Sgt. Rock and The Sub-Mariner



Whenever I look over old Sgt. Rock comics looking for images, I am struck by the power of Joe Kubert's covers.  He really knew how to stop a casual browser in their tracks, and demand that they pick up a particular issue.  Even a die-hard superhero fan like me had to find out what happened inside the pages of those war comics.


6 comments:

Anonymous said...

The Submariner would _definitely_ not make things easy for Easy.

Anonymous said...

Nice depiction!

You know what might make for a "dream team-up?" Nightmare, Morpheus, and Dr. Destiny vs. Dr. Strange, Moon Knight, and Zatanna.*

*Top hat, tuxedo, and fishnets only, though.
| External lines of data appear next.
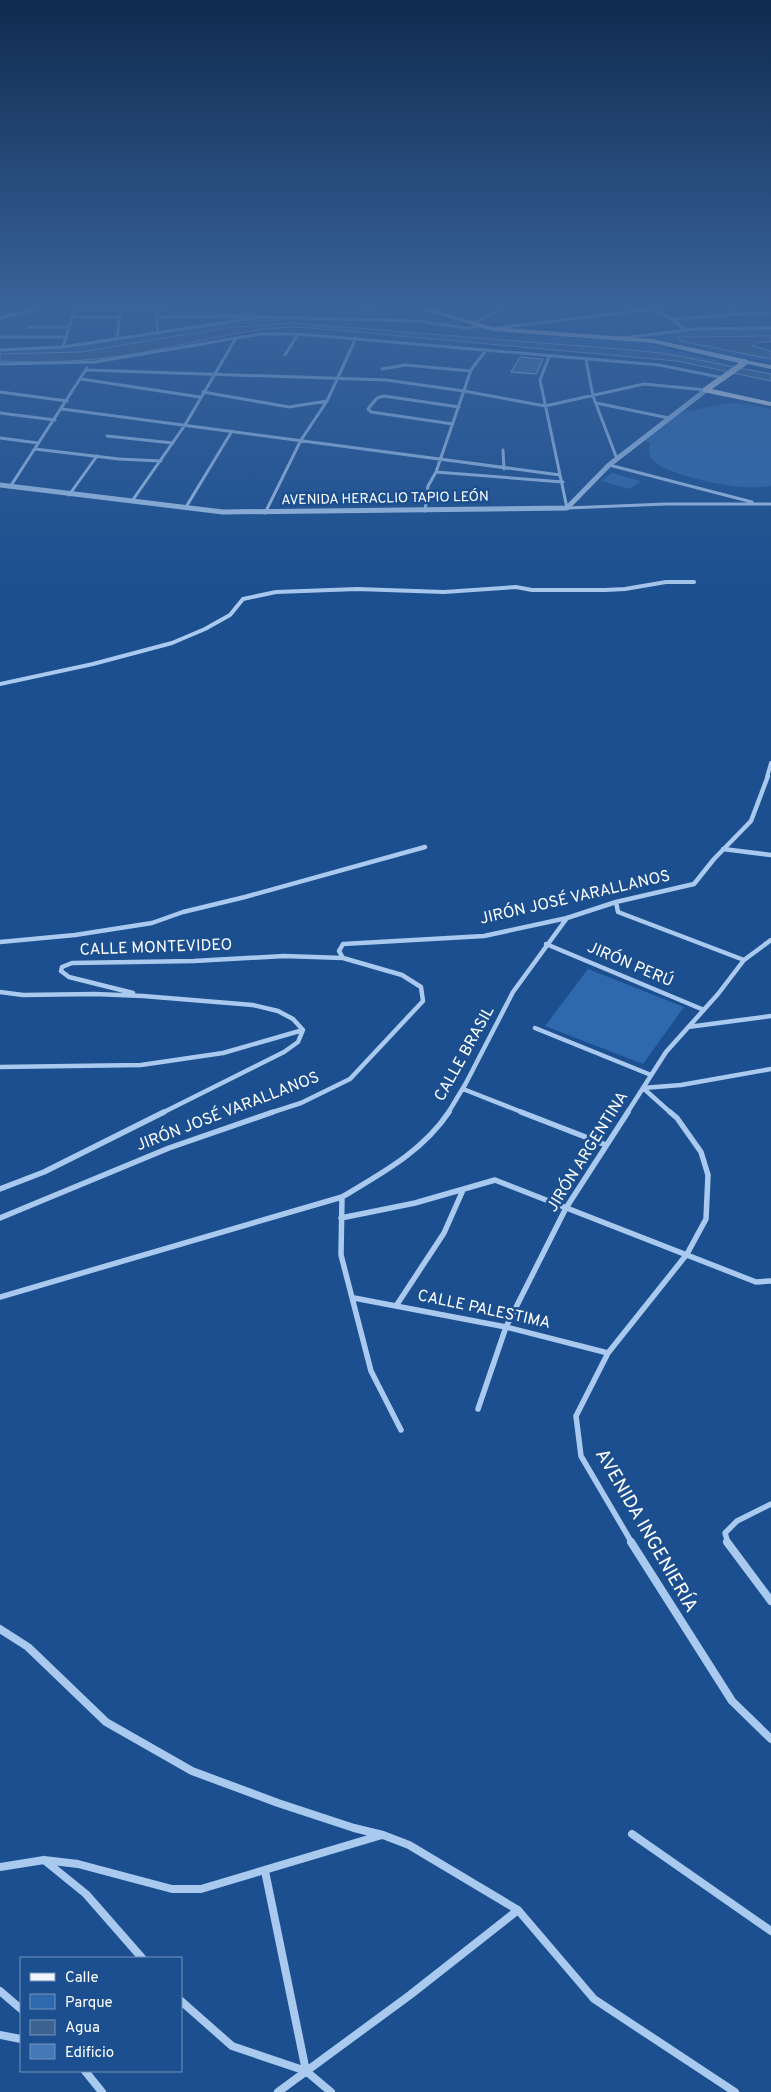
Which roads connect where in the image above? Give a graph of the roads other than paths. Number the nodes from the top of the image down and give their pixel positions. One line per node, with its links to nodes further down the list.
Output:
1 (64, 406): 13 (street)
2 (195, 406): 18 (street)
3 (281, 406): 4 (street)
4 (298, 406)
5 (325, 406): 22 (street)
6 (371, 406): 17 (street)
7 (450, 406): 12 (street)
8 (545, 406): 34 (street)
9 (597, 406): 28 (street)
10 (613, 406): 15 (street)
11 (685, 406): 15 (street)
12 (459, 407): 17 (street)
13 (62, 409): 16 (street); 18 (street)
14 (0, 413): 16 (street)
15 (669, 418): 28 (street)
16 (55, 420): 23 (street)
17 (453, 424): 29 (street)
18 (185, 425): 19 (street); 24 (street)
19 (232, 431): 22 (street); 42 (street)
20 (107, 436): 24 (street)
21 (0, 438): 23 (street)
22 (301, 440): 29 (street); 45 (street)
23 (38, 443): 25 (street)
24 (173, 443): 30 (street)
25 (35, 449): 27 (street); 37 (street)
26 (503, 450): 32 (street)
27 (97, 456): 30 (street); 38 (street)
28 (617, 459): 31 (street)
29 (440, 460): 32 (street); 33 (street)
30 (161, 461): 39 (street)
31 (609, 465): 40 (street); 43 (street)
32 (504, 468): 34 (street)
33 (436, 472): 35 (street); 44 (street)
34 (560, 475): 35 (street)
35 (562, 482): 43 (street)
36 (0, 485): 37 (street, AVENIDA HERACLIO TAPIO LEÓN)
37 (10, 486): 38 (street, AVENIDA HERACLIO TAPIO LEÓN)
38 (69, 494): 39 (street, AVENIDA HERACLIO TAPIO LEÓN)
39 (132, 501): 42 (street, AVENIDA HERACLIO TAPIO LEÓN)
40 (760, 504): 41 (street, AVENIDA HERACLIO TAPIO LEÓN); 43 (street, AVENIDA HERACLIO TAPIO LEÓN)
41 (771, 504)
42 (186, 507): 45 (street, AVENIDA HERACLIO TAPIO LEÓN)
43 (567, 508): 44 (street, AVENIDA HERACLIO TAPIO LEÓN)
44 (425, 512): 45 (street, AVENIDA HERACLIO TAPIO LEÓN)
45 (265, 513)
46 (694, 582): 47 (street)
47 (0, 684)
48 (771, 763): 50 (street, JIRÓN JOSÉ VARALLANOS)
49 (425, 848): 55 (street)
50 (723, 849): 51 (street); 52 (street, JIRÓN JOSÉ VARALLANOS)
51 (771, 855)
52 (616, 902): 53 (street, JIRÓN JOSÉ VARALLANOS); 58 (street)
53 (567, 918): 56 (street, CALLE BRASIL); 57 (street, JIRÓN JOSÉ VARALLANOS)
54 (771, 940): 58 (street, JIRÓN ARGENTINA)
55 (0, 942)
56 (546, 944): 61 (street, JIRÓN PERÚ); 70 (street, CALLE BRASIL)
57 (343, 958): 60 (street, CALLE MONTEVIDEO); 76 (street, JIRÓN JOSÉ VARALLANOS)
58 (744, 960): 61 (street, JIRÓN ARGENTINA)
59 (0, 992): 60 (street)
60 (143, 996): 65 (street)
61 (704, 1010): 63 (street, JIRÓN ARGENTINA)
62 (771, 1016): 63 (street)
63 (688, 1027): 68 (street, JIRÓN ARGENTINA)
64 (535, 1028): 68 (street)
65 (303, 1030): 66 (street); 72 (street, JIRÓN JOSÉ VARALLANOS)
66 (0, 1067)
67 (771, 1069): 69 (street)
68 (651, 1075): 69 (street, JIRÓN ARGENTINA)
69 (643, 1088): 71 (street, JIRÓN ARGENTINA); 78 (street, AVENIDA INGENIERÍA)
70 (463, 1089): 71 (street); 74 (street, CALLE BRASIL)
71 (606, 1145): 75 (street, JIRÓN ARGENTINA)
72 (0, 1189)
73 (464, 1190): 75 (street); 77 (street); 82 (street)
74 (342, 1197): 77 (street); 80 (street)
75 (566, 1208): 78 (street); 83 (street, JIRÓN ARGENTINA)
76 (0, 1218)
77 (341, 1218): 81 (street)
78 (687, 1254): 79 (street); 84 (street, AVENIDA INGENIERÍA)
79 (771, 1281)
80 (0, 1297)
81 (354, 1298): 82 (street, CALLE PALESTIMA); 86 (street)
82 (396, 1306): 83 (street, CALLE PALESTIMA)
83 (506, 1327): 84 (street, CALLE PALESTIMA); 85 (street, JIRÓN ARGENTINA)
84 (608, 1353): 90 (street, AVENIDA INGENIERÍA)
85 (478, 1409)
86 (401, 1430)
87 (771, 1504): 88 (street)
88 (771, 1601)
89 (0, 1629): 92 (street)
90 (771, 1739)
91 (632, 1834): 97 (street)
92 (383, 1835): 95 (street); 96 (street)
93 (44, 1860): 94 (street); 95 (street); 98 (street)
94 (0, 1867)
95 (265, 1872): 104 (street)
96 (518, 1910): 104 (street); 109 (street)
97 (771, 1931)
98 (141, 1957)
99 (0, 1991): 101 (street)
100 (182, 2002): 104 (street)
101 (20, 2008)
102 (0, 2035): 103 (street)
103 (20, 2039)
104 (306, 2071): 107 (street); 108 (street)
105 (86, 2072): 106 (street)
106 (102, 2092)
107 (278, 2092)
108 (331, 2092)
109 (735, 2092)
PLEASE!

jrp04f said...

Surprisingly, DC was always the more serious one with its war era comics... GI Robot and Dinosaur Island aside, of course. Marvel was always the one where its war stories were definitely sharing the same world as super-heroes and what would one day become Bonds-esque super-spy groups. The likes of Enemy Ace, the Losers, Gravedigger, and Sgt. Rock's Easy Company, meanwhile, could easily be retconned as being on a parallel Earth much, much closer to our own.

pblfsda said...

@jrp04f: That's definitely true of Sgt. Rock and Captain Savage, but even they were better than some of the hideous war comics Atlas published in the 50's. However, after Atlas was overhauled in 1957 there were three titles, Navy Combat and Marines in Battle (which each lasted about a year) and a third, simply called Battle (which eventually got cancelled after three years to make room for Rawhide Kid), which were occasionally more like knock-offs of EC's Frontline Combat. The last few even had some Kirby stories that weren't too different from the war comics he would do for DC in the mid-70's just before he returned to Marvel.

Ed said...

Indeed, Kubert was a master of suspense covers, and his designs have been copied many times.

pblfsda said...

Oops, I thought I typed "Sgt. Fury and Captain Savage". I must have had that movie "Fury" on my mind. I thought it was weird that a movie that clearly stole plots and dialogue from Robert Kanigher's DC scripts would be named after Rock's Marvel rival.